Şaplak- Haklısınız. Eşit işe eşit ücret son derece haklıdır.

-İtiraz noktası nedir peki?

-İtiraz noktası şudur ki, bu sözleşme fıtraten tabii olanı gayri tabii göstermektedir.

-Kadınlara kanunun birçok haklar iddiasına ne diyorsunuz.

Şaplak- Doğrusu taaccüp ediyorum. İstanbul Sözleşmesi kadınların birçok hak ve selahayatini buduyor buna karşı kadınlar İstanbul Sözleşmesini müdafaa ediyor. Çok garip bir durum. Şimdi kadınlar hissiyat ve kökü alma ve şefkat babında erkekten üstündür. Kadın akli bakımdan zayıftır. Ama İstanbul Sözleşmesi kadının hissiyat ve şefkat gösterme üstünlüğünü kaldırıyor.

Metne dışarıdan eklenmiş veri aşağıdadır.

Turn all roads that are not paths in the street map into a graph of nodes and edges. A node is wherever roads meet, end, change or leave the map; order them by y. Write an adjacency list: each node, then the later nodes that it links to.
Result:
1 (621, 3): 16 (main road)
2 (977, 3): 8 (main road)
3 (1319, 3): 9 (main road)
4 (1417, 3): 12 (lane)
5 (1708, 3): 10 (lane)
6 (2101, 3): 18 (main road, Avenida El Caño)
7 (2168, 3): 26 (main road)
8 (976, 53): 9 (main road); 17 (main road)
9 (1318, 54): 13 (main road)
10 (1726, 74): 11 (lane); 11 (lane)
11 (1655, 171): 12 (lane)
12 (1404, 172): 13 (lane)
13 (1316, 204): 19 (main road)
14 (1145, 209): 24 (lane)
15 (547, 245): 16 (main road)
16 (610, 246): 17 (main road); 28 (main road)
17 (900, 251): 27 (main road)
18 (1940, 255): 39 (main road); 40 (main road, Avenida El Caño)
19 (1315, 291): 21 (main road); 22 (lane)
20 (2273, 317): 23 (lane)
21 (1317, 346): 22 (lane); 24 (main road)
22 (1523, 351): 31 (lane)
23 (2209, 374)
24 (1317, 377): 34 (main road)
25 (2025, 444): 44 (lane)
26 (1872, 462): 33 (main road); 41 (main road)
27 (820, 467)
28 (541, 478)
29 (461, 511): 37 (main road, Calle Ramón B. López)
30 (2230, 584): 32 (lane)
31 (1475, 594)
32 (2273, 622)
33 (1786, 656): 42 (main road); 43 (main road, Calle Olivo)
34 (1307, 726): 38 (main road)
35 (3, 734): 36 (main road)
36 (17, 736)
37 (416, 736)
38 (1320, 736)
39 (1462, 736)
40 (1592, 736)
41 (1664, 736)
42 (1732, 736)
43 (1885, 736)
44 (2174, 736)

-Kanuni haklara ne diyorsunuz

Şaplak- Korkarım ki feci bir vaziyetle karşılaşacağız ve kadın ağır bir mahkumiyete düçar olacaktır.

-İzah eder misiniz?

Şaplak- Şimdi temsil edelim. Erkek dışarda bütün çalıştı, ter döktü. Sonra akşam üstü evine geldi. Üstünü değiştirdi, pijamasını giydi. Koltuğuna oturdu ve canı bir bardak su istedi. Ve hanımına “Bana bir bardak su getirir misin”dedi. Kadın uysaldır. Hemen koşar kocaman bir bardak su getirir. Amma dikkat isterim. İstanbul Sözleşmesi kadını uysal vechesini iptal ediyor. O zaman ne olur biliyor musunuz. Kadın derhal “Ben babanın uşağımıyım bütün gün evi temizlemekten, bulaşık ve çamaşır yıkamaktan senin pis ve kokmuş çoraplarını ve sümüklü mendillerini yıkamaktan yoruldum” iyi mi.

-Efendim o zaman ne olur.

– Benim fecaat dediğim vaziyet ortaya çıkar ve erkek vurdu mu Allah demez.

-Aile ile alakalı tenkitlere ne diyorsunuz.

Şaplak- Bu sözleşme mukaddes aile müessesini ihlal ve iptal etmektedir. Hayat arkadaşı numarasıyla birlikte nikahsız yaşamlar fuhuşa cazibe halini almaktadır.

-Peki sizce vaziyet ve çözüm nedir?

Şaplak- Türk laik ve ateist entelijansı batı karşısında mağdur olup batıyı taklit ile jakoben ve jiroden ve çeşitli mezheplere ayrıldılar. Bu durumda geleneğe ve örf ve ahlaka aykırı düştüler ve yalnızlaştılar. İşte vaziyet budur. Çare geleneğin ve yaşamın akışına dönmektir.